Станислав Китайский - Повесть "Спеши строить дом"
— А между тем Катя, сестра его, жаловалась, — нашел нужным вставить Владимир Антонович. — Не знаю, как другим братьям и сестрам, а ей он не помогал. Это она так говорит. Впрочем, женщинам никогда не бывает достаточно. Да и родственные чувства он не очень-то признавал. Вообще для нас, сибиряков, зачастую друг роднее брата. А у Григория это было особенно ярко выражено. Его Расстрига — во многом он сам. Что же касается денег, то они, я думаю, у него были. Не может быть, чтобы не было. Хотя бы так — на черный день. Вот и дом этот, он тоже денег просит, и немалых, по крайней мере, человек в долгах по взялся бы потешать себя такой забавой. Значит, были. А относительно его; царской щедрости, то это — как сказать! Отдать он, конечно, последнее отдаст и вид сделает, что не заметил, как отдал, а только взявшему долго икаться будет. Нет, он не позволит напомнить! Даже намекнуть! А вот как-то само собой помнишь и неловко тебе. Опять же ездил он много, без денег не поедешь. Тут еще один парадокс: чтобы жить скромно, большие деньги нужны. Скупердяю или там приобретателю куда меньще надо: купил он, допустим, «Жигули», так ему на гараж надо копеечку колотить, копеечка к копеечке — рубль родился, рубль да рубль — вот и гараж. Всем видно, всем завидно. А трата-то на самом деле небольшая. А попробуй-ка скромничать! Тут все со вкусом надо: пообедать в ресторане, на ужин гостей пригласить, винца дорогого бутылочку, деликатесов каких-нибудь — это по сотне в день зарабатывать надо. Опять же такси, подарочки, презенты, в долг без отдачи... И все скромно, без претензий. Такая скромность стоит дороже роскоши! Вот Григорий и совал свои произведения куда только мог, — не возьмет столичный журнал, возьмет районная газета. Все равно за богом молитва не пропадет.

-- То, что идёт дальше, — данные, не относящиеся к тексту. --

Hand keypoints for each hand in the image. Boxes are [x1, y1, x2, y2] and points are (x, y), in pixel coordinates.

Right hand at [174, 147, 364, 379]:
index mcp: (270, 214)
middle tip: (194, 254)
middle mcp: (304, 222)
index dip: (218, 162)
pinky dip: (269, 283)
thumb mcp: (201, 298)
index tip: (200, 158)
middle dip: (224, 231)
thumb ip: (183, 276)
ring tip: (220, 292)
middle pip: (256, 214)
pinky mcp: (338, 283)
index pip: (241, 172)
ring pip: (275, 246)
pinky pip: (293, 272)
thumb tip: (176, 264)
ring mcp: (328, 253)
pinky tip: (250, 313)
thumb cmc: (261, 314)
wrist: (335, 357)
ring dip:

— Да не сочиняй ты, Владимир Антонович! — прервал его Витязев. — Он печатался очень редко, это разговоров об этом в нашей деревне много. Что за глупость — писатель, значит, в золоте купается! А я тебе говорю, что у него и на хлеб не всегда находилось. Сын ходил и ходит к нему, знает, рассказывал. Писатели — сдельщики, а расценки у них не ахти... Вот он этого Расстригу уже года три делает — это только прочитать сколько всего надо, какие горы книг провернуть! — другому на три диссертации хватило бы, а защитился — и может спать до самой смерти, денежки идут. Ну, это ты знаешь, не зря же рвешься в ученые. А ему никто ни гроша за работу, и напечатают ли нет — неизвестно! Вот так!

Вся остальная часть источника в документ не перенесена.